Increasing the superannuation guarantee (SG) to 12% will leave the average worker with an extra $18,100, not $30,000 worse off as the Grattan Institute had claimed, Industry Super Australia (ISA) has argued.
ISA hit back at the Grattan Institute’s claim stating it was ‘flawed and misleading’ as its own analysis found workers would end up with $50,000 more than the Grattan modelling.
ISA said that a married couple on average full-time wages would have an extra $44,300 in income over their lifetime, and extra $100,000 for above-average earners. It noted that the Grattan model did not analyse women or couples.
ISA chief executive, Bernie Dean, said: “The claims made by the Grattan Institute are based on a fantasy world that doesn’t exist.
“What’s not a fantasy is the impact cutting the super increase would have on people in retirement. They would end up with less to support themselves and their family, while everyone would pay to support more people on the pension.

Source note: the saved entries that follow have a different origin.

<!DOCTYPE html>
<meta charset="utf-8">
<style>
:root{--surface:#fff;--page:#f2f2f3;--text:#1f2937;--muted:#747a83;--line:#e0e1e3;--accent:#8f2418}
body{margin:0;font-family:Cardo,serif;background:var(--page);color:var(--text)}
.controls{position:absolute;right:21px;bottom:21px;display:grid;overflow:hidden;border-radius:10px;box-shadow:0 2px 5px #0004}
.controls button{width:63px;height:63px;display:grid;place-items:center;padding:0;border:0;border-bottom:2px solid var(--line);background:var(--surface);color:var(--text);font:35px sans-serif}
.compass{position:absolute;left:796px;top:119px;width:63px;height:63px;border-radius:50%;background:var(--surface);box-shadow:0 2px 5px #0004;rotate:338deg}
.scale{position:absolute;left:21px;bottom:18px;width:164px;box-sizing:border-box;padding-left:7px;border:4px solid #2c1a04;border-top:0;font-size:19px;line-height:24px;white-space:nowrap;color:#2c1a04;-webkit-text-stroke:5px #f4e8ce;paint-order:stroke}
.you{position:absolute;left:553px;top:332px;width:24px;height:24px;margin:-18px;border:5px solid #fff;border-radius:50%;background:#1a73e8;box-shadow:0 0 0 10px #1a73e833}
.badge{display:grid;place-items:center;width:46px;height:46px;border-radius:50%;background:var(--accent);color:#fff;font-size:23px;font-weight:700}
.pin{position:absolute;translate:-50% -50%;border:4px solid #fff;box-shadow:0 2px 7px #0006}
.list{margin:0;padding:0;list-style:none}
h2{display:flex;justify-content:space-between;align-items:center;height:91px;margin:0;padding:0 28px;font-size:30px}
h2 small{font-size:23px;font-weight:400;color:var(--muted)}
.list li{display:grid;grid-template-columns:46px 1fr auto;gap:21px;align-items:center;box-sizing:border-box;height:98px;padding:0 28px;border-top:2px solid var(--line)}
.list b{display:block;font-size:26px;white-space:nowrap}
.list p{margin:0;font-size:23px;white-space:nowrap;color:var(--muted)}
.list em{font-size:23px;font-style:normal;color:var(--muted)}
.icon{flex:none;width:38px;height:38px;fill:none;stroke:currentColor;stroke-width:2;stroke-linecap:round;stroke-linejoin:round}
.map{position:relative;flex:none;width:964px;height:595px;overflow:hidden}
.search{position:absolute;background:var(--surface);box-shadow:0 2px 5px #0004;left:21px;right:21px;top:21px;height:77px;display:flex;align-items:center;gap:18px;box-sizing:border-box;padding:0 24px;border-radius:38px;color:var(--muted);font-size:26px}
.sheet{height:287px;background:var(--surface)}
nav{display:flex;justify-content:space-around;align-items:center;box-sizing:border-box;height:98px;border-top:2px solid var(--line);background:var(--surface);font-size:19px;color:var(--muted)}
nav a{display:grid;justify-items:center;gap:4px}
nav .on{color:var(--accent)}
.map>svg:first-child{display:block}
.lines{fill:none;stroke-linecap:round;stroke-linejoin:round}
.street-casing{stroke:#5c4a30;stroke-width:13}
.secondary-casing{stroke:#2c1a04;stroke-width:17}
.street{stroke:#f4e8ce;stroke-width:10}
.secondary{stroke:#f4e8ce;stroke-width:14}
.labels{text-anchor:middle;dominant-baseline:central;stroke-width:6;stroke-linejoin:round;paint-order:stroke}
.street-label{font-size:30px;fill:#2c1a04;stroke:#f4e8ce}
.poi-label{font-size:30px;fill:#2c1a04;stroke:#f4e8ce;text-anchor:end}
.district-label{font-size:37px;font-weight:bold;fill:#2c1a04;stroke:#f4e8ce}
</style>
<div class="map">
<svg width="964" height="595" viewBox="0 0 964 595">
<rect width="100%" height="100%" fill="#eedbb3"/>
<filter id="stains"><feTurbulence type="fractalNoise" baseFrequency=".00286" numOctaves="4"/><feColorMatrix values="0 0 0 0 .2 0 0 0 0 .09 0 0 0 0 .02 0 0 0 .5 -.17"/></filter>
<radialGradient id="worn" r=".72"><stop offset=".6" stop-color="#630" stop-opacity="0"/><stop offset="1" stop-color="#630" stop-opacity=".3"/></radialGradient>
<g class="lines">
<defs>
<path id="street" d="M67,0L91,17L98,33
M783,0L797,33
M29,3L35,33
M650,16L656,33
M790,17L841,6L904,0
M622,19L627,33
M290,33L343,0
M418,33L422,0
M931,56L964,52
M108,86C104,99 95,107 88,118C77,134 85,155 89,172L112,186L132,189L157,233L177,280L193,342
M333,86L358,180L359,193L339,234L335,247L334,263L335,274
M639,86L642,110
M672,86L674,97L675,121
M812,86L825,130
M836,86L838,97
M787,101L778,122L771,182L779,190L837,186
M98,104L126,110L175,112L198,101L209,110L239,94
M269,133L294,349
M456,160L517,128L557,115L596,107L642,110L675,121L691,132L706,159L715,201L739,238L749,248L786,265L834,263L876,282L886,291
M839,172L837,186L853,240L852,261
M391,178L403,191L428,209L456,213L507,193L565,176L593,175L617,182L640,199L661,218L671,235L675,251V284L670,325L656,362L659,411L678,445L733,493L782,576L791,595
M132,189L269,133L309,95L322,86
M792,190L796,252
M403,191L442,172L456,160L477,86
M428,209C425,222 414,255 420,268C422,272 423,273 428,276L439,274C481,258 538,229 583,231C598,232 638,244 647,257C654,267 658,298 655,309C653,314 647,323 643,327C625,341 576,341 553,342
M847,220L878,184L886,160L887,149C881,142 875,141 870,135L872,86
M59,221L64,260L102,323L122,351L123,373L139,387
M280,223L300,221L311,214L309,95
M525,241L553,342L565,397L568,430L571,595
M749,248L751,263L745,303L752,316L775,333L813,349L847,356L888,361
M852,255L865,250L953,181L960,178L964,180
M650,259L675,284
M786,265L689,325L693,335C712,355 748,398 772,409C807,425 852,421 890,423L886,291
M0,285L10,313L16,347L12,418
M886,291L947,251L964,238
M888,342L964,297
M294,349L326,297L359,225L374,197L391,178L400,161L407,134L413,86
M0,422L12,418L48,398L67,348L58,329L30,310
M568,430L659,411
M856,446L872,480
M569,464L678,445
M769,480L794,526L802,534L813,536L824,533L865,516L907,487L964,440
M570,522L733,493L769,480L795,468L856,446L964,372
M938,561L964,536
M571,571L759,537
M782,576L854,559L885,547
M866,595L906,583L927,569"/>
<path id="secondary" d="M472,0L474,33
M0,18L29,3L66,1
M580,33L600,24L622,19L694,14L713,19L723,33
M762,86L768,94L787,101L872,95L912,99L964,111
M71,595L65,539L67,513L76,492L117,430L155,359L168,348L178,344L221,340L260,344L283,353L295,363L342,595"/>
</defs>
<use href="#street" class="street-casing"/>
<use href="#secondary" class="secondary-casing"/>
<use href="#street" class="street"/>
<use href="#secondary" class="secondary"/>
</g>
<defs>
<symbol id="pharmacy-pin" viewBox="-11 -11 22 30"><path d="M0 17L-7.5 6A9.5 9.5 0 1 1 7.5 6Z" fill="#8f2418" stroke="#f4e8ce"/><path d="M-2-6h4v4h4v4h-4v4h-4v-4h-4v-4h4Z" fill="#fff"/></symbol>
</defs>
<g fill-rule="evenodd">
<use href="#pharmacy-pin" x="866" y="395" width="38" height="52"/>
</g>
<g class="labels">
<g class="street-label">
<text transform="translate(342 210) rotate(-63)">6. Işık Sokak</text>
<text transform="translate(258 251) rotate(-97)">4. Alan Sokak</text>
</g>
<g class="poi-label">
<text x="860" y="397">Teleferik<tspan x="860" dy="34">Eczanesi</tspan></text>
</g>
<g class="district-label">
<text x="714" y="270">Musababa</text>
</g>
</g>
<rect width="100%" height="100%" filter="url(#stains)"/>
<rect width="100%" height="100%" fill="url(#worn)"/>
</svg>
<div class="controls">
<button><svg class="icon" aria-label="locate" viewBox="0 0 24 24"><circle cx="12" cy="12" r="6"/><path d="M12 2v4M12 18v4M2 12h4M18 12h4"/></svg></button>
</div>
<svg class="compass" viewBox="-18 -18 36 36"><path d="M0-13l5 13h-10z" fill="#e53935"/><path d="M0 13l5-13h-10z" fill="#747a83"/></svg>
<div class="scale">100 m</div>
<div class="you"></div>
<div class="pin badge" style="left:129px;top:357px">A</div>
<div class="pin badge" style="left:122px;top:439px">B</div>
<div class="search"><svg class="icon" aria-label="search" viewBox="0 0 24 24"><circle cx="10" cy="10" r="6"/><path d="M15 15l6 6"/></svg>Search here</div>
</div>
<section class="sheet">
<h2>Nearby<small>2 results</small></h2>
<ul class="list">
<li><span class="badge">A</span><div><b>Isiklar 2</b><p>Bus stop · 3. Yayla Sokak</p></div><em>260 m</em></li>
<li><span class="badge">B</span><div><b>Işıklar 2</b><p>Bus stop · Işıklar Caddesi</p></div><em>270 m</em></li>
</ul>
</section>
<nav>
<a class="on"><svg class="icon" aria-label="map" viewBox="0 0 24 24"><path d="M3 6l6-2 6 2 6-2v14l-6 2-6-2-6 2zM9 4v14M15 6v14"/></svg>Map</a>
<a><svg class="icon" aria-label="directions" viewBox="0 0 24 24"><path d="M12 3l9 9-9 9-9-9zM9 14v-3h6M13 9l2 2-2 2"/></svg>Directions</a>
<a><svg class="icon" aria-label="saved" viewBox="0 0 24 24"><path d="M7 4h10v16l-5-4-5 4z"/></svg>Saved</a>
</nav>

“There is no Australian evidence to support claims there is an equivalent trade-off between wages and super. This clearly shows that if super increases, workers will end up with more money over their life – not less.”
ISA also said that the Grattan model that claimed an increase in super contributions would result in an equivalent reduction in wages was also false, and the potential effect was less than 1%.
“There is no demonstrated equivalent trade-off between super and wages, and the small potential reduction that could exist is readily offset by the greater compound interest that will be earned on increased super contributions, which will result in much higher incomes in retirement,” ISA said.
“Any small potential impact on wages would be further offset by increases in the amount of personal tax paid – because super is taxed less than wages – and the impact it would have on family tax benefits, making very little difference to a person’s working life income.
“This means workers will end up benefitting from a bigger total remuneration package than they would without the increase.”